WHAT TO PRODUCE |
The entries below should be written out again exactly as they stand.

(Stored data entries)
····················

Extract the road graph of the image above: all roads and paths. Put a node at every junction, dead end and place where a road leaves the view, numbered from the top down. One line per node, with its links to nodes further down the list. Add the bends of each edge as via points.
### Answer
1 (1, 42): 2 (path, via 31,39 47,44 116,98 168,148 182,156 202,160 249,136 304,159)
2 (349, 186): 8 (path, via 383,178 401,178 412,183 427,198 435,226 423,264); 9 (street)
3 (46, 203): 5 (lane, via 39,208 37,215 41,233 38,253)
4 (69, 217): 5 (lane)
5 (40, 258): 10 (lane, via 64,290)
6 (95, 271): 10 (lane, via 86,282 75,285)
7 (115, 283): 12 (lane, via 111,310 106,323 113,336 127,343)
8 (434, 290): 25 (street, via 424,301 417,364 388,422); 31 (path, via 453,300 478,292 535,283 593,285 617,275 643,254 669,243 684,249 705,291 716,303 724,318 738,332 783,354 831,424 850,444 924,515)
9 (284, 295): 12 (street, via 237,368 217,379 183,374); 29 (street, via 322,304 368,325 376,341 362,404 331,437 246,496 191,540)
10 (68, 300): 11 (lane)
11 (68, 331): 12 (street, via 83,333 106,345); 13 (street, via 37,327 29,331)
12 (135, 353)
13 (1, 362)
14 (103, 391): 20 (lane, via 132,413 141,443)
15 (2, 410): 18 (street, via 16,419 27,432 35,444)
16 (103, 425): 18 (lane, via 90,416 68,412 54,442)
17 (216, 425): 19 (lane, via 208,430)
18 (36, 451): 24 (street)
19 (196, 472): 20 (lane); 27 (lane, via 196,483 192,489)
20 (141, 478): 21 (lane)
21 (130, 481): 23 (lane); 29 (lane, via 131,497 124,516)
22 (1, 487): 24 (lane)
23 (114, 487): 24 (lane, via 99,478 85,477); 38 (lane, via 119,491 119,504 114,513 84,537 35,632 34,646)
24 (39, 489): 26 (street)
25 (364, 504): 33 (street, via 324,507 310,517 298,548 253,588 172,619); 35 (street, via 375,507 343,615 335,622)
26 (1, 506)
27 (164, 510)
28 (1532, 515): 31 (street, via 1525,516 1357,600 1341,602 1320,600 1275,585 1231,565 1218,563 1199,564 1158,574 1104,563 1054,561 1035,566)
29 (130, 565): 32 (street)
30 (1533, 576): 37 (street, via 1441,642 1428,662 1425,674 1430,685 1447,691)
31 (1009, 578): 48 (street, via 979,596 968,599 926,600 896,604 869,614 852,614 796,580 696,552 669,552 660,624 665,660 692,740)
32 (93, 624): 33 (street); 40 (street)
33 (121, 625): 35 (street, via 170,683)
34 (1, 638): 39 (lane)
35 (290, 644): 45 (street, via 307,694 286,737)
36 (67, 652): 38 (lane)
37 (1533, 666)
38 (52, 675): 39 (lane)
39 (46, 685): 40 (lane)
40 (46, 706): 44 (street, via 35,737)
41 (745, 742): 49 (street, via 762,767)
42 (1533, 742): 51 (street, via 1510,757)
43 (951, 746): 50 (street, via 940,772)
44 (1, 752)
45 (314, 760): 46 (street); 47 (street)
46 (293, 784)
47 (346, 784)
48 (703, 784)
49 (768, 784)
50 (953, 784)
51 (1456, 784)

····················

OUTPUT FOR THIS TASK |
Extract the road graph of the image above: all roads and paths. Put a node at every junction, dead end and place where a road leaves the view, numbered from the top down. One line per node, with its links to nodes further down the list. Add the bends of each edge as via points.
### Answer
1 (1, 42): 2 (path, via 31,39 47,44 116,98 168,148 182,156 202,160 249,136 304,159)
2 (349, 186): 8 (path, via 383,178 401,178 412,183 427,198 435,226 423,264); 9 (street)
3 (46, 203): 5 (lane, via 39,208 37,215 41,233 38,253)
4 (69, 217): 5 (lane)
5 (40, 258): 10 (lane, via 64,290)
6 (95, 271): 10 (lane, via 86,282 75,285)
7 (115, 283): 12 (lane, via 111,310 106,323 113,336 127,343)
8 (434, 290): 25 (street, via 424,301 417,364 388,422); 31 (path, via 453,300 478,292 535,283 593,285 617,275 643,254 669,243 684,249 705,291 716,303 724,318 738,332 783,354 831,424 850,444 924,515)
9 (284, 295): 12 (street, via 237,368 217,379 183,374); 29 (street, via 322,304 368,325 376,341 362,404 331,437 246,496 191,540)
10 (68, 300): 11 (lane)
11 (68, 331): 12 (street, via 83,333 106,345); 13 (street, via 37,327 29,331)
12 (135, 353)
13 (1, 362)
14 (103, 391): 20 (lane, via 132,413 141,443)
15 (2, 410): 18 (street, via 16,419 27,432 35,444)
16 (103, 425): 18 (lane, via 90,416 68,412 54,442)
17 (216, 425): 19 (lane, via 208,430)
18 (36, 451): 24 (street)
19 (196, 472): 20 (lane); 27 (lane, via 196,483 192,489)
20 (141, 478): 21 (lane)
21 (130, 481): 23 (lane); 29 (lane, via 131,497 124,516)
22 (1, 487): 24 (lane)
23 (114, 487): 24 (lane, via 99,478 85,477); 38 (lane, via 119,491 119,504 114,513 84,537 35,632 34,646)
24 (39, 489): 26 (street)
25 (364, 504): 33 (street, via 324,507 310,517 298,548 253,588 172,619); 35 (street, via 375,507 343,615 335,622)
26 (1, 506)
27 (164, 510)
28 (1532, 515): 31 (street, via 1525,516 1357,600 1341,602 1320,600 1275,585 1231,565 1218,563 1199,564 1158,574 1104,563 1054,561 1035,566)
29 (130, 565): 32 (street)
30 (1533, 576): 37 (street, via 1441,642 1428,662 1425,674 1430,685 1447,691)
31 (1009, 578): 48 (street, via 979,596 968,599 926,600 896,604 869,614 852,614 796,580 696,552 669,552 660,624 665,660 692,740)
32 (93, 624): 33 (street); 40 (street)
33 (121, 625): 35 (street, via 170,683)
34 (1, 638): 39 (lane)
35 (290, 644): 45 (street, via 307,694 286,737)
36 (67, 652): 38 (lane)
37 (1533, 666)
38 (52, 675): 39 (lane)
39 (46, 685): 40 (lane)
40 (46, 706): 44 (street, via 35,737)
41 (745, 742): 49 (street, via 762,767)
42 (1533, 742): 51 (street, via 1510,757)
43 (951, 746): 50 (street, via 940,772)
44 (1, 752)
45 (314, 760): 46 (street); 47 (street)
46 (293, 784)
47 (346, 784)
48 (703, 784)
49 (768, 784)
50 (953, 784)
51 (1456, 784)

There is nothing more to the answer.